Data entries
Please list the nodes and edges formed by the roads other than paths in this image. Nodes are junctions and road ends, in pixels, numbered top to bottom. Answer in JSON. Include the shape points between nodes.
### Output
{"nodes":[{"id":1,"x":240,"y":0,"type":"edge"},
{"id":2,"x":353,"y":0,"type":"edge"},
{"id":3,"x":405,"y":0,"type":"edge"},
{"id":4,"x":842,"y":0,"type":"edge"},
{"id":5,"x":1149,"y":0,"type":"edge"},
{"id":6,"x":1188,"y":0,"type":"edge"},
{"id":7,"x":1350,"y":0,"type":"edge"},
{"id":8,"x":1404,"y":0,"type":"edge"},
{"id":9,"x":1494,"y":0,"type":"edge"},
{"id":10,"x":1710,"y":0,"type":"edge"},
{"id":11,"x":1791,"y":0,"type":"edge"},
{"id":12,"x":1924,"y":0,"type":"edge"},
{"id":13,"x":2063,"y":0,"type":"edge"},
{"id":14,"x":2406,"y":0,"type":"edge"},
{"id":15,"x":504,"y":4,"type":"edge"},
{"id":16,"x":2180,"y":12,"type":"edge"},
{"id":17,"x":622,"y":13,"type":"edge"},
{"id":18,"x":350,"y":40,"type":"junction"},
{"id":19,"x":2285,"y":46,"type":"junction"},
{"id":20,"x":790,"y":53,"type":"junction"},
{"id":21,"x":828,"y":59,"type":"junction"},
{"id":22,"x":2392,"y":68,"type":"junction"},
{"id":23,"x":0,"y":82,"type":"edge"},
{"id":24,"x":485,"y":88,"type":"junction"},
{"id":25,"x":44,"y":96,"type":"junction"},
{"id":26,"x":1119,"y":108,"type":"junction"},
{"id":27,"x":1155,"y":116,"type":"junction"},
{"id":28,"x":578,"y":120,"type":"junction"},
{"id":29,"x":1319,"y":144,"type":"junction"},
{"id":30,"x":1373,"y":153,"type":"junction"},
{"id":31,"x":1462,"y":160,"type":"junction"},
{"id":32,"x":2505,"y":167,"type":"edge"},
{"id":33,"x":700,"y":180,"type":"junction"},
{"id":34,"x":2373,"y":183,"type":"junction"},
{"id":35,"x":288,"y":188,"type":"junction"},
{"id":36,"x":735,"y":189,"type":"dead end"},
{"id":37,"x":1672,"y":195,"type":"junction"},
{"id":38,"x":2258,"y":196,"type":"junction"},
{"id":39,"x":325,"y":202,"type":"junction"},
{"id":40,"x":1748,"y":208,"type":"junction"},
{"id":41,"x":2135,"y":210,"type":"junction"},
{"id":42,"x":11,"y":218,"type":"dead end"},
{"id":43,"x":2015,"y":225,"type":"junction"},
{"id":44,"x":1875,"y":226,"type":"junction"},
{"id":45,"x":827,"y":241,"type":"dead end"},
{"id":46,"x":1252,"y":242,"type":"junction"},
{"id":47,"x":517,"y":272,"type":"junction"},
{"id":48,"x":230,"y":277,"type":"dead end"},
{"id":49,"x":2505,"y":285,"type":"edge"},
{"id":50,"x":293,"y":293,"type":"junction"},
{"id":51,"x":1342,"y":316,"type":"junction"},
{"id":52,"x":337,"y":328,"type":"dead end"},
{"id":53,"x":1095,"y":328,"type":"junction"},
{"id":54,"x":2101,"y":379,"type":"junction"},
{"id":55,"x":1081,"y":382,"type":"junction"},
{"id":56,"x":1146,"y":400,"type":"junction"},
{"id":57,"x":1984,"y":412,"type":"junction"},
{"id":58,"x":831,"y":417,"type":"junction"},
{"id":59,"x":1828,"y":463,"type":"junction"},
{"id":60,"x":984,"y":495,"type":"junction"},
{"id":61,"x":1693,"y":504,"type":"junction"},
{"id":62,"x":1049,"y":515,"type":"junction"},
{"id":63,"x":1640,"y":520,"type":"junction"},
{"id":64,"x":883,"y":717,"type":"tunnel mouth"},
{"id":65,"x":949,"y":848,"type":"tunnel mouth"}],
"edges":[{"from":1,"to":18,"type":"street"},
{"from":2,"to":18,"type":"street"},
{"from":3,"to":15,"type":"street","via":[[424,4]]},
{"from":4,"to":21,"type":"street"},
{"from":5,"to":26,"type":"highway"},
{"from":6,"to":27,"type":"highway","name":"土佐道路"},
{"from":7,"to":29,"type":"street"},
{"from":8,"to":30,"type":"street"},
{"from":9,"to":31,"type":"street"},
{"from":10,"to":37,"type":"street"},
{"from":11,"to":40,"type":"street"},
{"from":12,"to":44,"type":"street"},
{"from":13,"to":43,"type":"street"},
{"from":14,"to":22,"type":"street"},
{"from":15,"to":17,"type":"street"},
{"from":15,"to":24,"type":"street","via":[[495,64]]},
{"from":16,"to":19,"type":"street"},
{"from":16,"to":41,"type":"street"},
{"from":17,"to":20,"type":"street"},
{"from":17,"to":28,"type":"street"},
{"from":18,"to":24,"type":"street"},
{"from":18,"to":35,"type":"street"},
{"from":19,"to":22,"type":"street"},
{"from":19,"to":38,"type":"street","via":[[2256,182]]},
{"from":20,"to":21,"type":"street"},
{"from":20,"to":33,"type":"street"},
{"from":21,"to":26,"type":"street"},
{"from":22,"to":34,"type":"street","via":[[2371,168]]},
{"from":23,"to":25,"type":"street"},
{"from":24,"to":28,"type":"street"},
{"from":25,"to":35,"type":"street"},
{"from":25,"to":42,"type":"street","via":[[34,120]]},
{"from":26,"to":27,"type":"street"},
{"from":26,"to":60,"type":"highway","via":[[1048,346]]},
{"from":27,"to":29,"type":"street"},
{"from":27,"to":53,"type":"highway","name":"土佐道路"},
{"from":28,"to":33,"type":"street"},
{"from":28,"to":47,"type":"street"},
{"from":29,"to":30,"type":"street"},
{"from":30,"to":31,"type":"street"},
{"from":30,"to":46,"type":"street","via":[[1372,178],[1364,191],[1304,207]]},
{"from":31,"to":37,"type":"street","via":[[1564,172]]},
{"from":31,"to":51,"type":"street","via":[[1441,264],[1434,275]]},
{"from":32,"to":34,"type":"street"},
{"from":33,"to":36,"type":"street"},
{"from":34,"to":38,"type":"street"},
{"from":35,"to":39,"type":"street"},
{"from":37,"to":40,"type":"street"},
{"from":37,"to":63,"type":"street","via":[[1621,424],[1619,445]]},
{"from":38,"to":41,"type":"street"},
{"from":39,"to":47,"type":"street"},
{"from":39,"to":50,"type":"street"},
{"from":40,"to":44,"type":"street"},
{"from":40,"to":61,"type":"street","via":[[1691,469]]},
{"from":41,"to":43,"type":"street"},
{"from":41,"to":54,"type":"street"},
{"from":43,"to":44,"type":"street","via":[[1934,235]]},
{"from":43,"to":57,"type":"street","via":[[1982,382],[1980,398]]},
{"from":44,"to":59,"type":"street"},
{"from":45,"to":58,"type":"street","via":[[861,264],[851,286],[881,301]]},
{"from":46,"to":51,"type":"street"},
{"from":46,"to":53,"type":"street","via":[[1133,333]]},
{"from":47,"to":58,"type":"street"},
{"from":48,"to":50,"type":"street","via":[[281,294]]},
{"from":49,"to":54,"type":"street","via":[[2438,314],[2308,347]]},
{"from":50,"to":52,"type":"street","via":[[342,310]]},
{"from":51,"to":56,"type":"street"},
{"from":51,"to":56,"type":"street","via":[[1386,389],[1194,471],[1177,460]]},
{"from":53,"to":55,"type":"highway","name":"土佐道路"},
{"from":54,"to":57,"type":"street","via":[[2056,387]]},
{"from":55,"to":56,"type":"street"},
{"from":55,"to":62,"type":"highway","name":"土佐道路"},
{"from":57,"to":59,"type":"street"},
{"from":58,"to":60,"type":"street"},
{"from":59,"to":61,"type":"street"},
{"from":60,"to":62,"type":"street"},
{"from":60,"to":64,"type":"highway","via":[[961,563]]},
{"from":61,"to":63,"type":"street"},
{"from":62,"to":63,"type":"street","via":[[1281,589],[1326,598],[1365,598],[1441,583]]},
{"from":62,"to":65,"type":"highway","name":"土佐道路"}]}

--- PROMPT ---
Working from the entries above, filter out every line that lacks "nodes" and copy what remains.

--- FINAL ANSWER ---
Please list the nodes and edges formed by the roads other than paths in this image. Nodes are junctions and road ends, in pixels, numbered top to bottom. Answer in JSON. Include the shape points between nodes.
{"nodes":[{"id":1,"x":240,"y":0,"type":"edge"},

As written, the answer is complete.